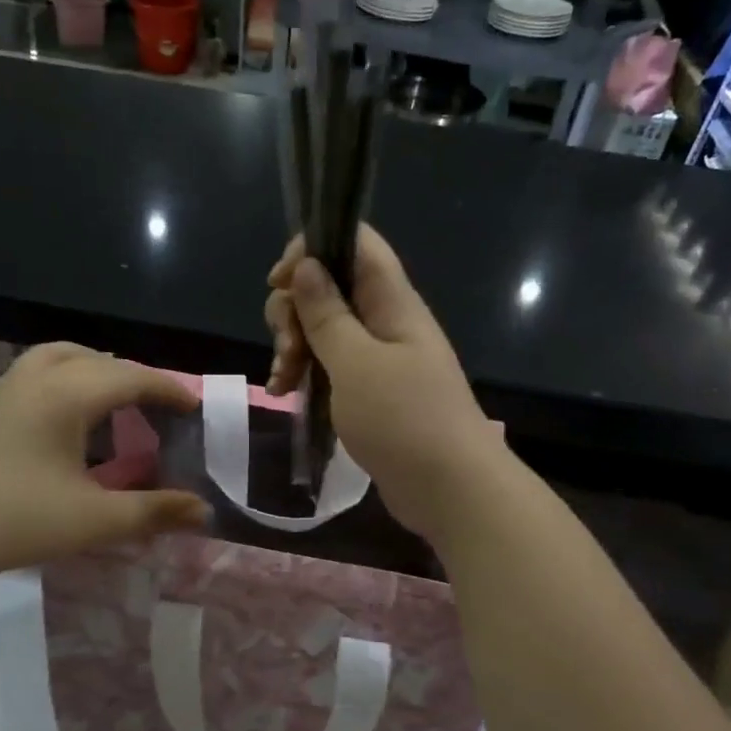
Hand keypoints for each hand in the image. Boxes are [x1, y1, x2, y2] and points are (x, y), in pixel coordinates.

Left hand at [0, 344, 207, 582]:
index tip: (193, 406)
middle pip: (96, 359)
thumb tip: (204, 511)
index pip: (130, 377)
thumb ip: (154, 511)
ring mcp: (2, 390)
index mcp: (65, 395)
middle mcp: (34, 379)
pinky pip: (33, 372)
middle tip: (158, 405)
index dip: (167, 389)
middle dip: (133, 376)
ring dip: (94, 366)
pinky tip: (63, 411)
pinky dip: (63, 376)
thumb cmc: (19, 522)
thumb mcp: (96, 520)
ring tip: (113, 393)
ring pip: (58, 355)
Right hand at [264, 227, 500, 541]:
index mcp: (391, 301)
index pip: (355, 242)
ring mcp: (379, 357)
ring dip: (294, 347)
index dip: (312, 247)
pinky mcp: (371, 391)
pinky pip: (331, 365)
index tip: (280, 282)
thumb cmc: (403, 420)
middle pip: (330, 286)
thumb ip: (327, 314)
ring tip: (281, 384)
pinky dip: (306, 374)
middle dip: (294, 311)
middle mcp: (386, 321)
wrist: (450, 489)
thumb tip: (308, 263)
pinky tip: (285, 395)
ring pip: (324, 329)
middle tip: (287, 349)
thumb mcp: (355, 363)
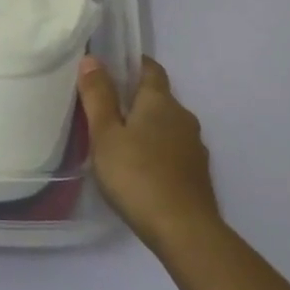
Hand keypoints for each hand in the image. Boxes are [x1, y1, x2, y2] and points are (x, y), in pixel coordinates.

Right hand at [78, 55, 222, 256]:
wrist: (184, 230)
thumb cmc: (137, 175)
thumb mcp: (106, 135)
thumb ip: (98, 96)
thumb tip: (92, 59)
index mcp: (160, 101)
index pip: (150, 68)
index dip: (132, 64)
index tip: (111, 68)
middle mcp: (183, 117)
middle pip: (159, 98)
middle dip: (136, 99)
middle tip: (105, 110)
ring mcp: (194, 147)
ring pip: (167, 126)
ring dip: (147, 128)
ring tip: (120, 142)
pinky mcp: (197, 174)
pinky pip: (174, 150)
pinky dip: (157, 151)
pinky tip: (141, 170)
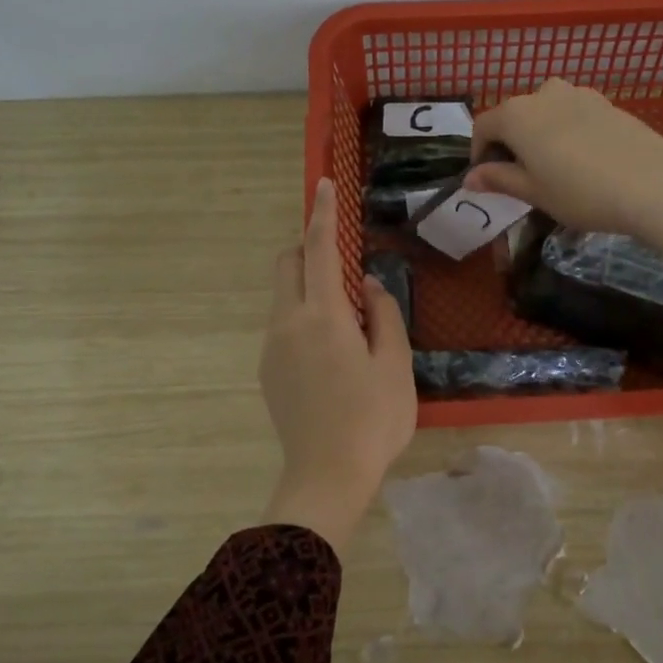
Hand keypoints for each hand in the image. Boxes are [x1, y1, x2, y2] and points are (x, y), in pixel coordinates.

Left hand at [258, 178, 416, 554]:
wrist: (327, 475)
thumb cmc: (373, 419)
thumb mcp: (394, 364)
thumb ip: (383, 314)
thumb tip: (368, 284)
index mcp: (323, 316)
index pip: (319, 250)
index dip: (323, 215)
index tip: (324, 187)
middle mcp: (288, 323)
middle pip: (287, 265)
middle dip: (308, 249)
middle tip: (343, 267)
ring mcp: (272, 348)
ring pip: (283, 296)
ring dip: (308, 289)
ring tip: (348, 326)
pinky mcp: (268, 371)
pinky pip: (283, 325)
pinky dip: (303, 317)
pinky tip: (331, 356)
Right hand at [464, 79, 662, 293]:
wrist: (652, 183)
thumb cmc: (580, 192)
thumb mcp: (533, 192)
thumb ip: (498, 179)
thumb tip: (470, 178)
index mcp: (517, 114)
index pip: (483, 126)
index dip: (478, 153)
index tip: (487, 179)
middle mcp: (543, 93)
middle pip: (514, 116)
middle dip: (510, 143)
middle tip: (520, 178)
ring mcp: (579, 94)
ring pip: (545, 113)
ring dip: (539, 135)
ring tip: (553, 168)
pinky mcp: (606, 102)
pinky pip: (572, 114)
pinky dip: (565, 132)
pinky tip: (582, 161)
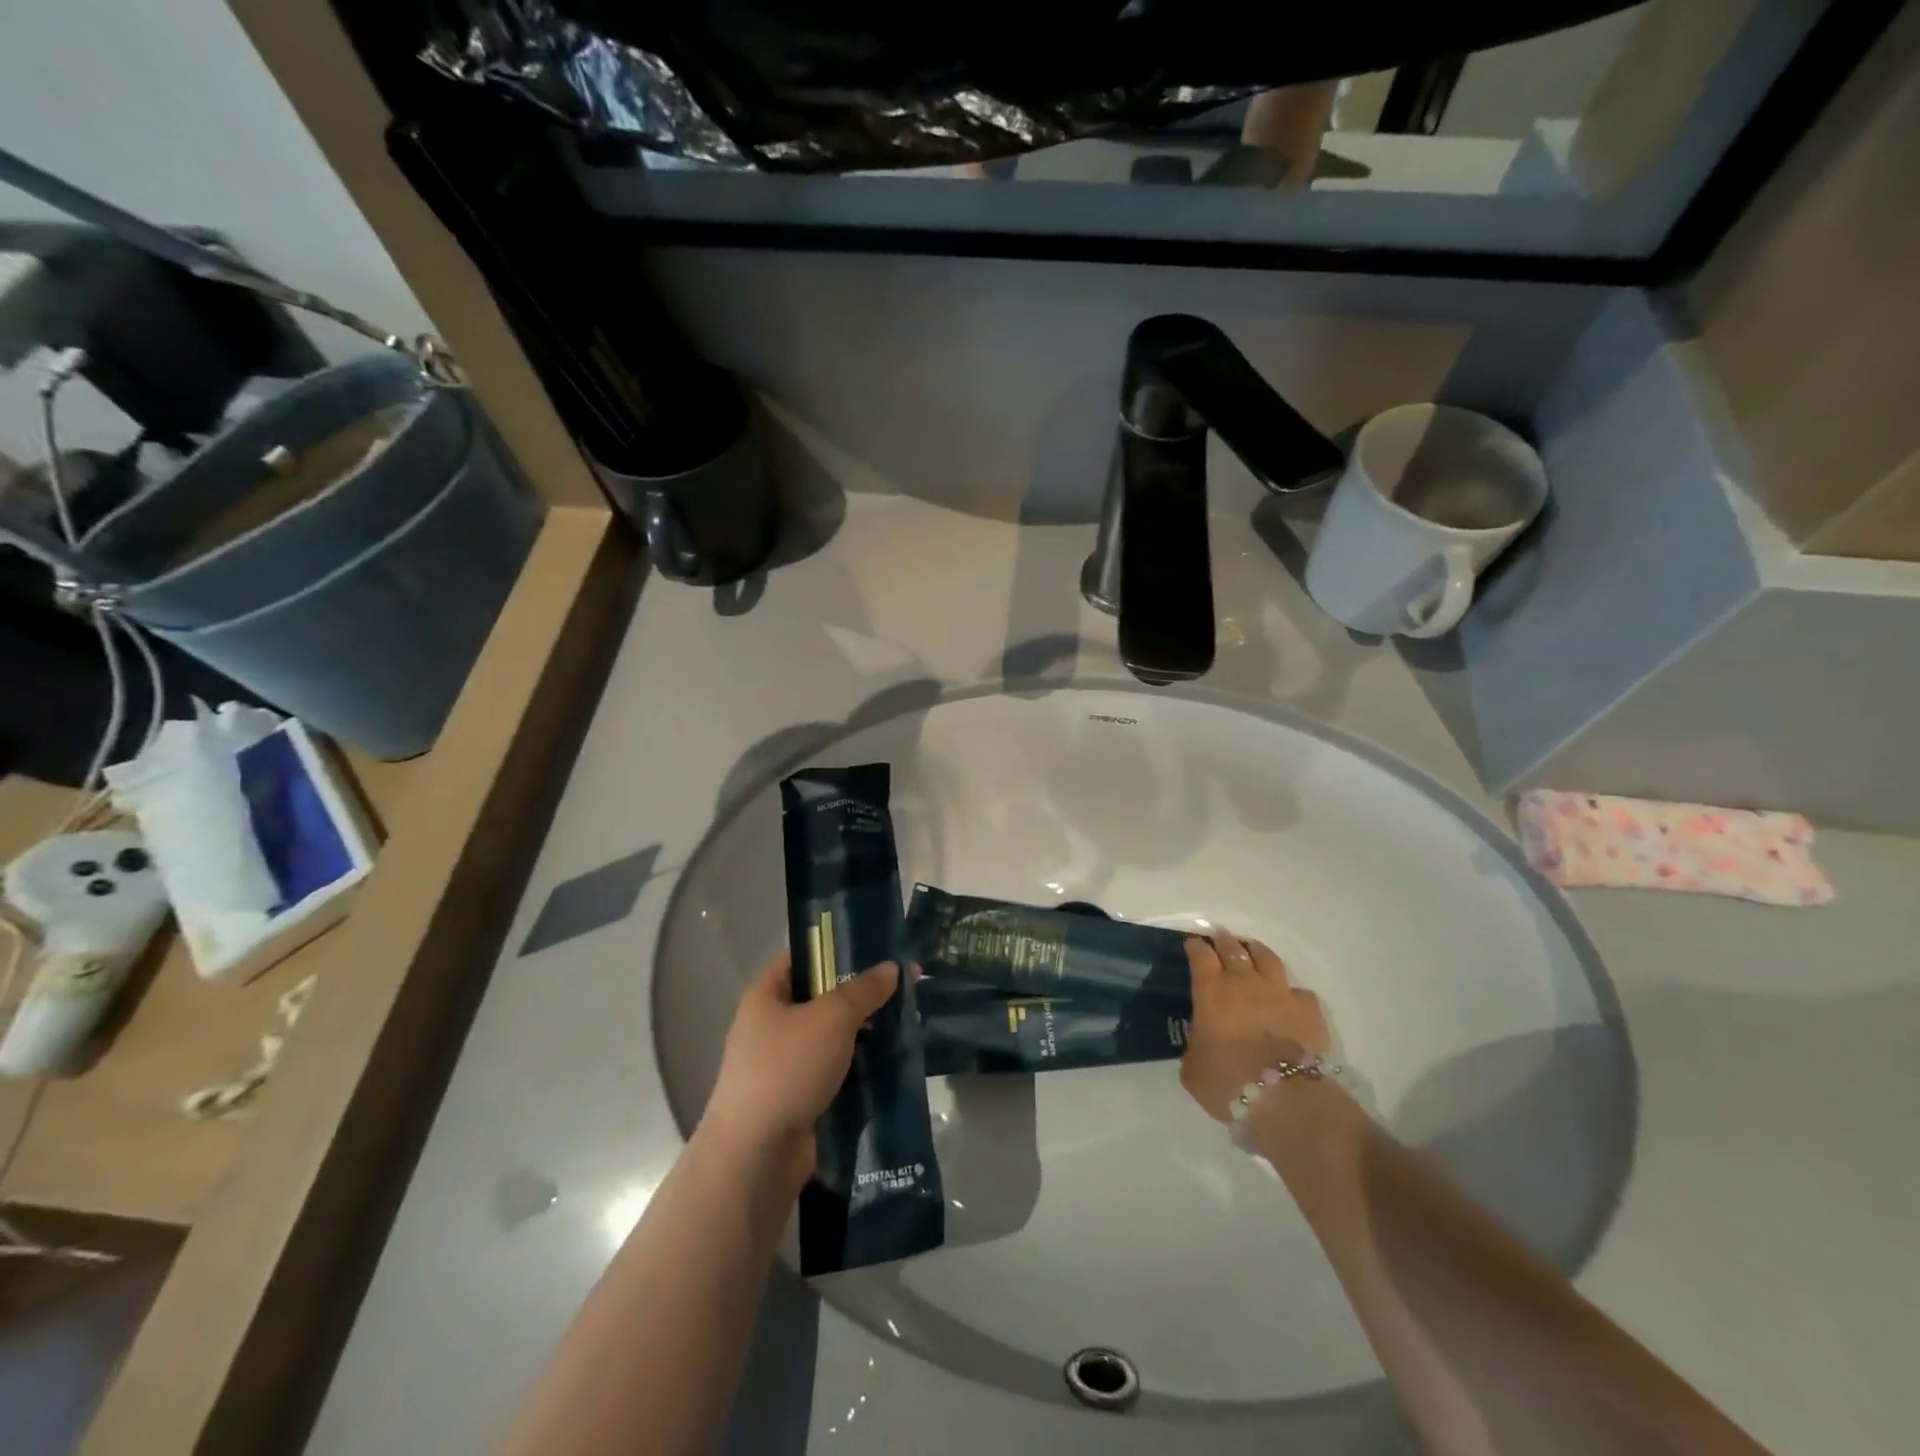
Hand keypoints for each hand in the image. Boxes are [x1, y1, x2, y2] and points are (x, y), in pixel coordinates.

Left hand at [701, 951, 899, 1188]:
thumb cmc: (787, 1069)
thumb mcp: (831, 1018)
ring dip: (864, 1031)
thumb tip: (892, 968)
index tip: (877, 948)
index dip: (837, 948)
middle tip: (903, 986)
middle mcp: (771, 1025)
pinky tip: (892, 1060)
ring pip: (832, 1036)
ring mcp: (784, 1064)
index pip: (803, 956)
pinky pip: (835, 1070)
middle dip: (861, 993)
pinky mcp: (800, 1097)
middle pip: (822, 997)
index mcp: (766, 995)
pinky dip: (860, 1065)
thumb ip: (864, 990)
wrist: (756, 1156)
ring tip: (906, 1021)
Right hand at [1179, 929, 1329, 1122]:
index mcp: (1211, 991)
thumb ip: (1194, 1045)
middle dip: (1224, 941)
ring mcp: (1280, 992)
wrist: (1284, 1099)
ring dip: (1256, 951)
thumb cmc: (1228, 1081)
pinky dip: (1290, 991)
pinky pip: (1299, 991)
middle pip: (1233, 949)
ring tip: (1252, 950)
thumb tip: (1199, 1040)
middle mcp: (1245, 983)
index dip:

• • • •

Instructions to follow: Number of lines above containing the word "wrist": state it and add nothing else.

Answer box: 6